We came to Munshin’s bungalow, and Eitel tapped the knocker on the pink-colored door. After a wait I could hear somebody running toward us, and then it flew open, and I had no more than the sight of the back of a fat man in a dressing gown who went bounding away to the phone, the gown flapping against his calves while he called over his shoulder, “Come in. Be with you in a minute, fellows.” He was talking in a high-pitched easy voice to somebody in New York, holding the receiver in his left hand while with his right he was neatly mixing drinks for us, not only carrying on his business conversation but opening a big smile across his face at the introduction to me. A little under medium height, with short turned-up features, he looked like a clown, for he had a large round head on a round body and almost no neck at all.

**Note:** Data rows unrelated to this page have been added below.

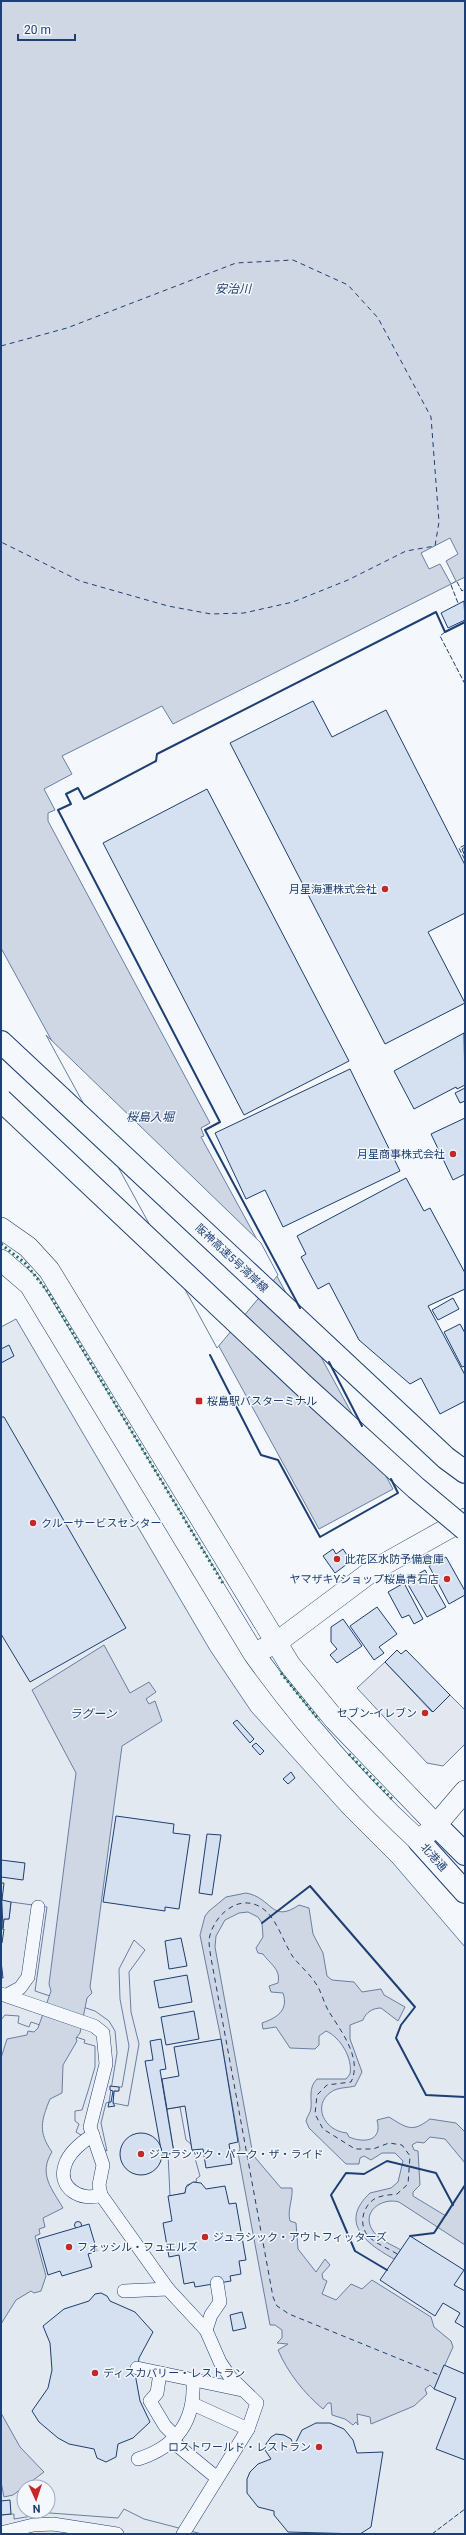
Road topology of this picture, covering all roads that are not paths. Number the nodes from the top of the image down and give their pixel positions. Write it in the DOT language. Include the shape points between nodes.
graph roads {
  1 [pos="1,1042"];
  2 [pos="1,1100"];
  3 [pos="1,1228"];
  4 [pos="1,1260"];
  5 [pos="465,1472"];
  6 [pos="465,1519"];
  7 [pos="465,1529"];
  8 [pos="276,1643"];
  9 [pos="254,1654"];
  10 [pos="465,1791"];
  11 [pos="436,1825"];
  12 [pos="419,1841"];
  13 [pos="465,1854"];
  14 [pos="465,1892"];
  15 [pos="38,1907"];
  16 [pos="4,1994"];
  17 [pos="93,2135"];
  18 [pos="101,2195"];
  19 [pos="217,2283"];
  20 [pos="168,2290"];
  21 [pos="124,2291"];
  22 [pos="206,2330"];
  23 [pos="137,2368"];
  24 [pos="160,2373"];
  25 [pos="193,2382"];
  26 [pos="242,2390"];
  27 [pos="192,2404"];
  28 [pos="248,2429"];
  29 [pos="174,2439"];
  30 [pos="138,2459"];
  31 [pos="218,2478"];
  32 [pos="1,2533"];
  33 [pos="117,2534"];
  34 [pos="183,2534"];
  1 -- 5 [label="main road, 阪神高速5号湾岸線" via="440,1452"];
  2 -- 7 [label="main road, bridge" via="308,1389 416,1488"];
  3 -- 8 [label="street" via="28,1247 50,1270"];
  4 -- 9 [label="street" via="30,1285"];
  6 -- 8 [label="street" via="372,1571"];
  8 -- 9 [label="street"];
  8 -- 11 [label="street" via="290,1665 335,1720"];
  9 -- 12 [label="street" via="283,1694 336,1756 386,1811"];
  10 -- 11 [label="street"];
  11 -- 12 [label="street"];
  11 -- 13 [label="main road, 北港通"];
  12 -- 14 [label="main road, 北港通"];
  15 -- 16 [label="street" via="28,1977 20,1988"];
  16 -- 17 [label="street" via="94,2026 103,2032 106,2064 90,2127"];
  17 -- 18 [label="street" via="103,2168 99,2185"];
  17 -- 18 [label="street" via="68,2158 63,2170 70,2189 81,2197"];
  18 -- 20 [label="street"];
  19 -- 22 [label="street" via="220,2302 210,2315"];
  20 -- 21 [label="street"];
  20 -- 22 [label="street"];
  22 -- 26 [label="street" via="220,2362"];
  23 -- 24 [label="street"];
  24 -- 25 [label="street"];
  24 -- 29 [label="street" via="160,2383 150,2401"];
  25 -- 26 [label="street"];
  25 -- 27 [label="street"];
  26 -- 28 [label="street" via="257,2403"];
  27 -- 28 [label="street"];
  27 -- 29 [label="street" via="189,2416"];
  28 -- 31 [label="street"];
  29 -- 30 [label="street" via="161,2449"];
  29 -- 31 [label="street"];
  31 -- 34 [label="street"];
  32 -- 33 [label="street" via="33,2525 54,2524"];
}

The drinks made, he passed them over with a wink, and his right hand free again, he began to tickle his thin hair, discovering a bald spot on his head and then patting it into hiding again, only to leave his head for his belly which he prodded gingerly as if to find out whether it concealed an ache. He certainly had a lot of energy; I had the idea it would be rare to see him doing one thing at a time.

Eitel sat down with a bored look and smiled at the producer’s calisthenics. When the call was done, Munshin bounced to his feet and advanced on Eitel with an outstretched palm, a grin on his face. “Charley!” he said, as if Eitel had just come into the room and he was surprised to see him. “You look great. How have you been?” Munshin asked, his free hand covering their handclasp. “I’ve been hearing great things about you.”

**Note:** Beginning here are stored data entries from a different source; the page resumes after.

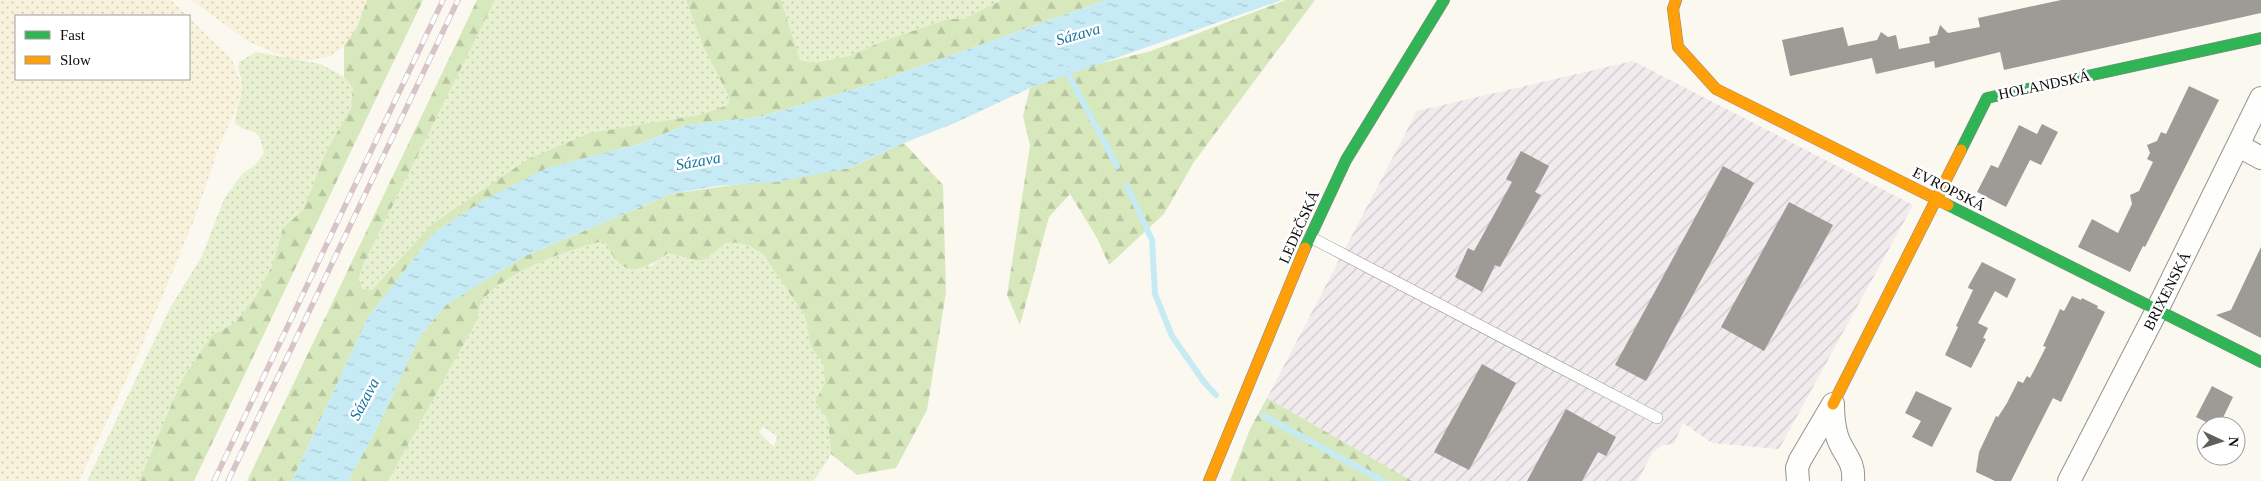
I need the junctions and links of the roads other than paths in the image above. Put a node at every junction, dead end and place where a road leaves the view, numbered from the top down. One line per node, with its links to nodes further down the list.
1 (1444, 0): 8 (street, LEDEČSKÁ)
2 (1676, 0): 7 (street, EVROPSKÁ)
3 (2261, 38): 7 (street, HOLANDSKÁ)
4 (2261, 98): 5 (street, BRIXENSKÁ)
5 (2239, 146): 6 (street); 9 (street, BRIXENSKÁ)
6 (2261, 158)
7 (1937, 199): 9 (street, EVROPSKÁ); 11 (street, HOLANDSKÁ)
8 (1310, 237): 12 (lane); 13 (street, LEDEČSKÁ)
9 (2157, 310): 10 (street, EVROPSKÁ); 16 (street, BRIXENSKÁ)
10 (2261, 362)
11 (1833, 404): 14 (street, HOLANDSKÁ); 15 (street)
12 (1657, 418)
13 (1209, 481)
14 (1798, 481)
15 (1853, 481)
16 (2069, 481)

“Stop it, Collie,” Eitel laughed, “there’s nothing you can steal from me.”

“Steal? Lover, I just want to steal your company.” He clamped a bear-hug on Eitel’s neck. “You look great,” he repeated. “I’ve been hearing wonderful things about your script. I want to read it when it’s done.”

“What for?” Eitel asked.

“I want to buy it.” He said this as if nothing was in the way of buying anything from Eitel.

“The only way I’ll let you buy it is blind.”

“I’ll buy it blind. If it’s from you, Charley, I’ll buy it blind.”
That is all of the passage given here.